## What the task asks
Report each line from the entries in which "Fairbanks" can be found.

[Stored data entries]
+++

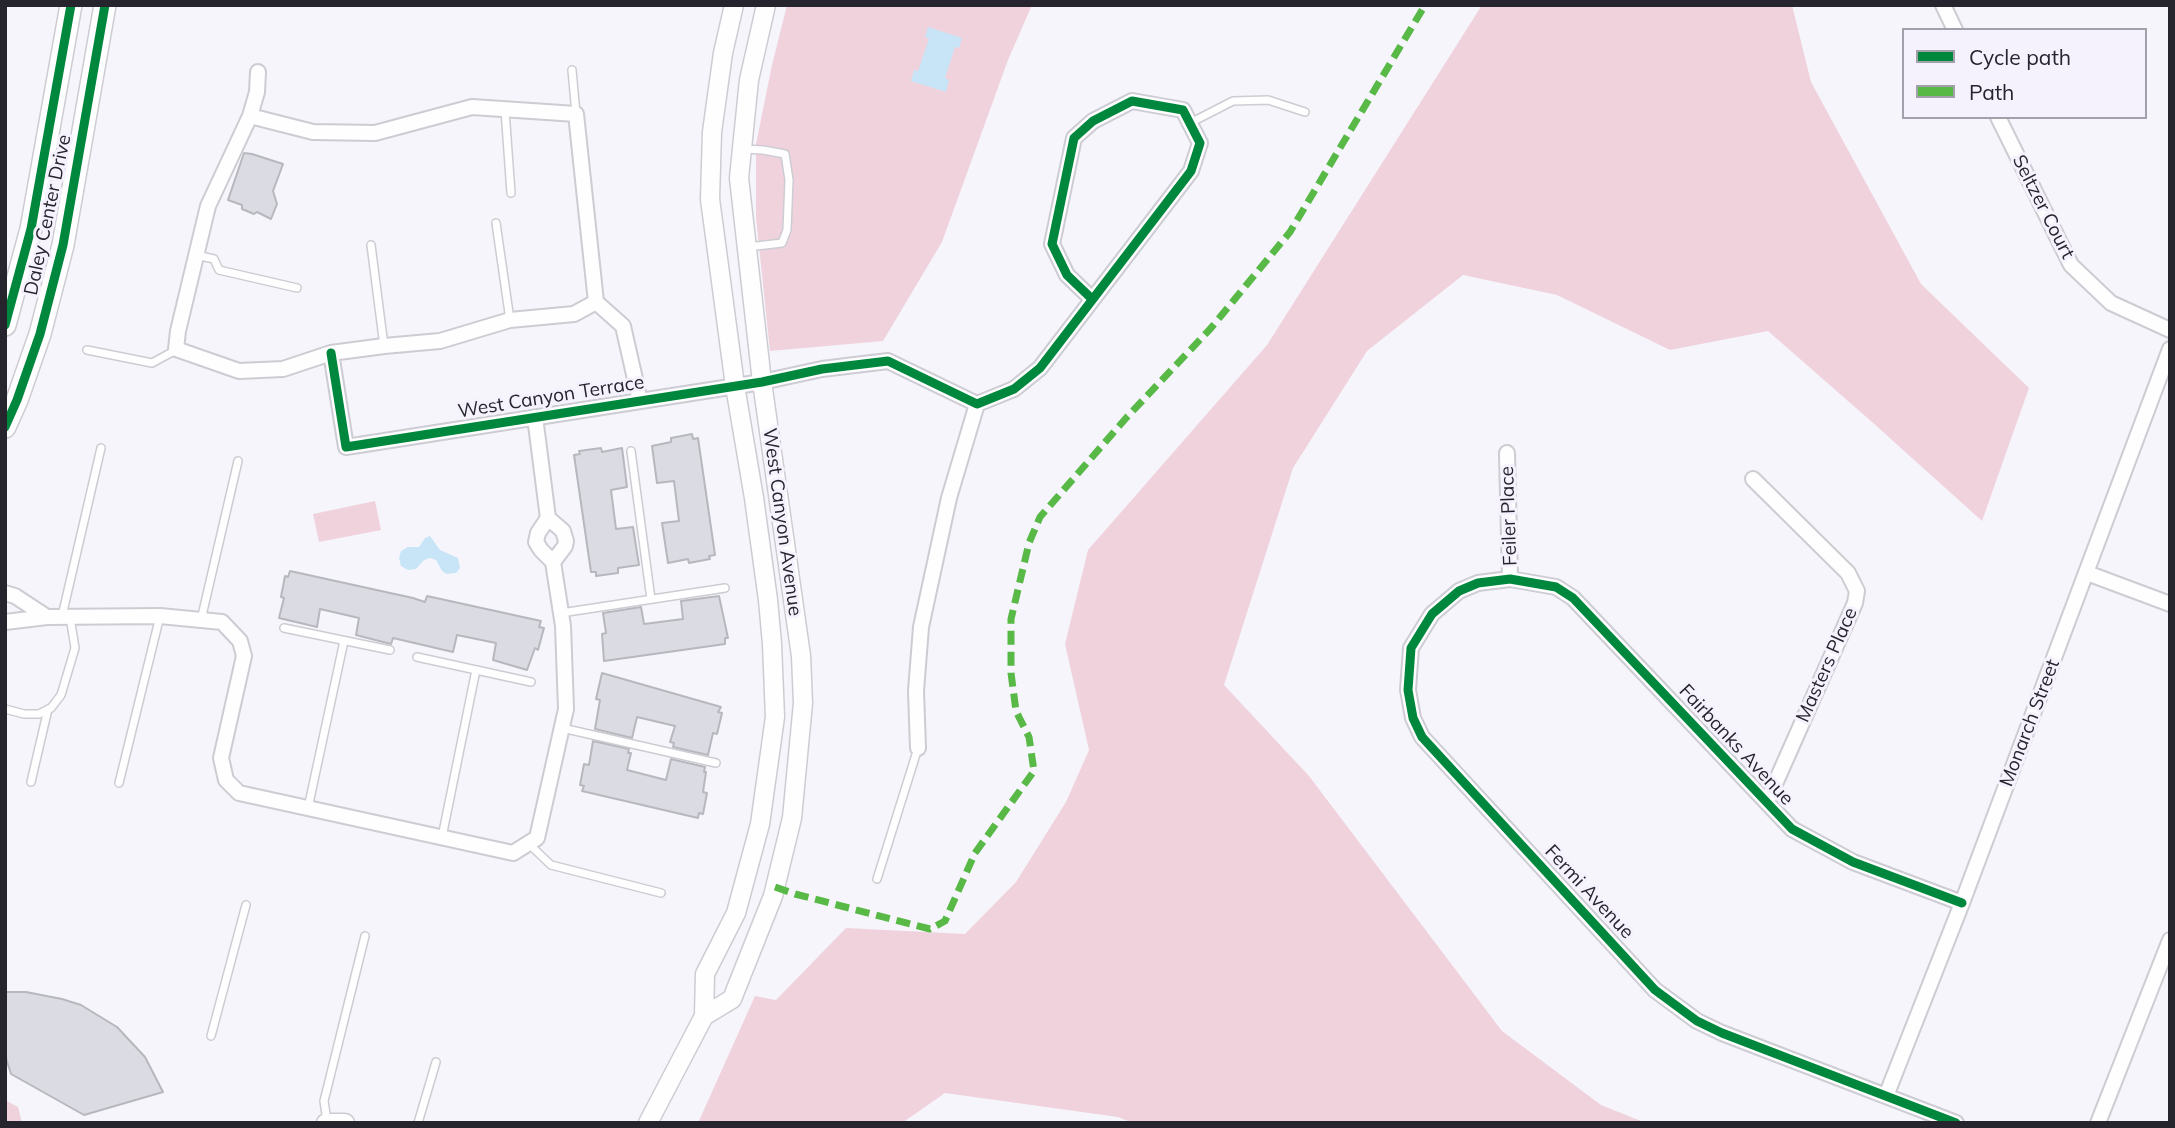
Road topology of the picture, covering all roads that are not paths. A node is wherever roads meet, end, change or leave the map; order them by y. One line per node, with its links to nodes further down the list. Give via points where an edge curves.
1 (71, 5): 25 (main road, Daley Center Drive, via 32,229)
2 (105, 5): 37 (main road, Daley Center Drive, via 63,244 40,334)
3 (734, 5): 33 (street, West Canyon Avenue, via 712,132 710,199)
4 (766, 5): 15 (street, West Canyon Avenue, via 749,80)
5 (1943, 5): 6 (street)
6 (1954, 28)
7 (572, 70): 11 (lane)
8 (258, 72): 12 (street)
9 (505, 109): 11 (street); 12 (street, via 472,107 375,133 313,132); 16 (lane)
10 (1305, 112): 14 (lane, via 1268,100 1233,101)
11 (576, 114): 23 (street)
12 (250, 116): 20 (street, via 208,206)
13 (1999, 119): 26 (street, Seltzer Court, via 2071,265 2112,303)
14 (1190, 123): 22 (street, via 1200,143 1191,171); 22 (street, via 1183,110 1132,101 1093,121 1074,138 1052,244 1067,275)
15 (742, 149): 19 (street, West Canyon Avenue, via 739,178); 19 (lane, via 785,154 789,180 787,230 782,243)
16 (511, 193)
17 (496, 223): 24 (lane)
18 (371, 245): 27 (lane)
19 (747, 247): 32 (street, West Canyon Avenue)
20 (196, 255): 21 (lane, via 214,259 219,270); 29 (street)
21 (297, 288)
22 (1092, 299): 35 (street, via 1040,368 1014,389)
23 (596, 302): 24 (street, via 574,314); 34 (street, via 623,326)
24 (510, 320): 27 (street, via 440,341)
25 (5, 325)
26 (2170, 330)
27 (384, 345): 31 (street)
28 (87, 349): 29 (lane, via 152,363)
29 (177, 349): 31 (street, via 239,371 283,369)
30 (2170, 349): 45 (street, Monarch Street)
31 (331, 354): 36 (street, West Canyon Terrace, via 346,447)
32 (762, 382): 33 (street, West Canyon Terrace); 35 (street, West Canyon Terrace, via 888,361); 79 (street, West Canyon Avenue, via 802,656 803,703 792,818 773,896 733,999)
33 (735, 386): 34 (street, West Canyon Terrace); 79 (street, West Canyon Avenue, via 768,600 775,717 760,824 736,913 705,974)
34 (640, 401): 36 (street, West Canyon Terrace)
35 (976, 404): 65 (street, via 949,498 921,627)
36 (535, 417): 43 (street)
37 (5, 427)
38 (101, 448): 53 (lane)
39 (631, 451): 49 (lane)
40 (1507, 453): 46 (street, Feiler Place)
41 (238, 461): 54 (lane)
42 (1753, 479): 69 (street, Masters Place, via 1847,573 1857,591 1856,603)
43 (548, 518): 44 (street, via 536,542); 44 (street, via 563,531 566,541)
44 (553, 562): 51 (street)
45 (2087, 573): 50 (street); 75 (street, Monarch Street)
46 (1510, 579): 69 (street, Fairbanks Avenue, via 1556,587 1573,598); 82 (street, Fermi Avenue, via 1459,591 1432,614 1411,648 1408,690 1422,737 1655,990 1722,1034)
47 (725, 588): 49 (lane)
48 (5, 593): 53 (street)
49 (651, 599): 51 (lane)
50 (2170, 604)
51 (561, 613): 64 (street, via 566,709)
52 (160, 616): 53 (street); 54 (street); 68 (lane)
53 (60, 617): 55 (street); 63 (lane, via 75,648 61,695)
54 (201, 620): 70 (street, via 222,622 240,641 244,656 221,758 226,780 239,793)
55 (5, 622)
56 (284, 628): 57 (lane)
57 (344, 641): 58 (lane); 70 (lane)
58 (390, 650)
59 (417, 657): 60 (lane)
60 (476, 670): 61 (lane); 71 (lane)
61 (531, 682)
62 (5, 709): 63 (lane, via 31,715)
63 (48, 709): 67 (lane)
64 (562, 728): 66 (lane); 72 (street, via 537,838)
65 (918, 748): 73 (lane)
66 (716, 763)
67 (31, 782)
68 (119, 783)
69 (1767, 802): 75 (street, Fairbanks Avenue, via 1792,829 1853,862)
70 (308, 808): 71 (street)
71 (442, 837): 72 (street, via 513,853)
72 (529, 843): 74 (lane, via 551,865)
73 (877, 879)
74 (661, 893)
75 (1962, 903): 82 (street, Monarch Street)
76 (246, 905): 80 (lane)
77 (365, 936): 83 (lane, via 324,1101)
78 (2170, 940): 88 (street)
79 (704, 1017): 86 (street, West Canyon Avenue)
80 (211, 1036)
81 (436, 1062): 85 (lane)
82 (1886, 1096): 87 (street, Fermi Avenue)
83 (327, 1122): 84 (street)
84 (345, 1123)
85 (418, 1123)
86 (648, 1123)
87 (1956, 1123)
88 (2098, 1123)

+++

## Response to the task
46 (1510, 579): 69 (street, Fairbanks Avenue, via 1556,587 1573,598); 82 (street, Fermi Avenue, via 1459,591 1432,614 1411,648 1408,690 1422,737 1655,990 1722,1034)
69 (1767, 802): 75 (street, Fairbanks Avenue, via 1792,829 1853,862)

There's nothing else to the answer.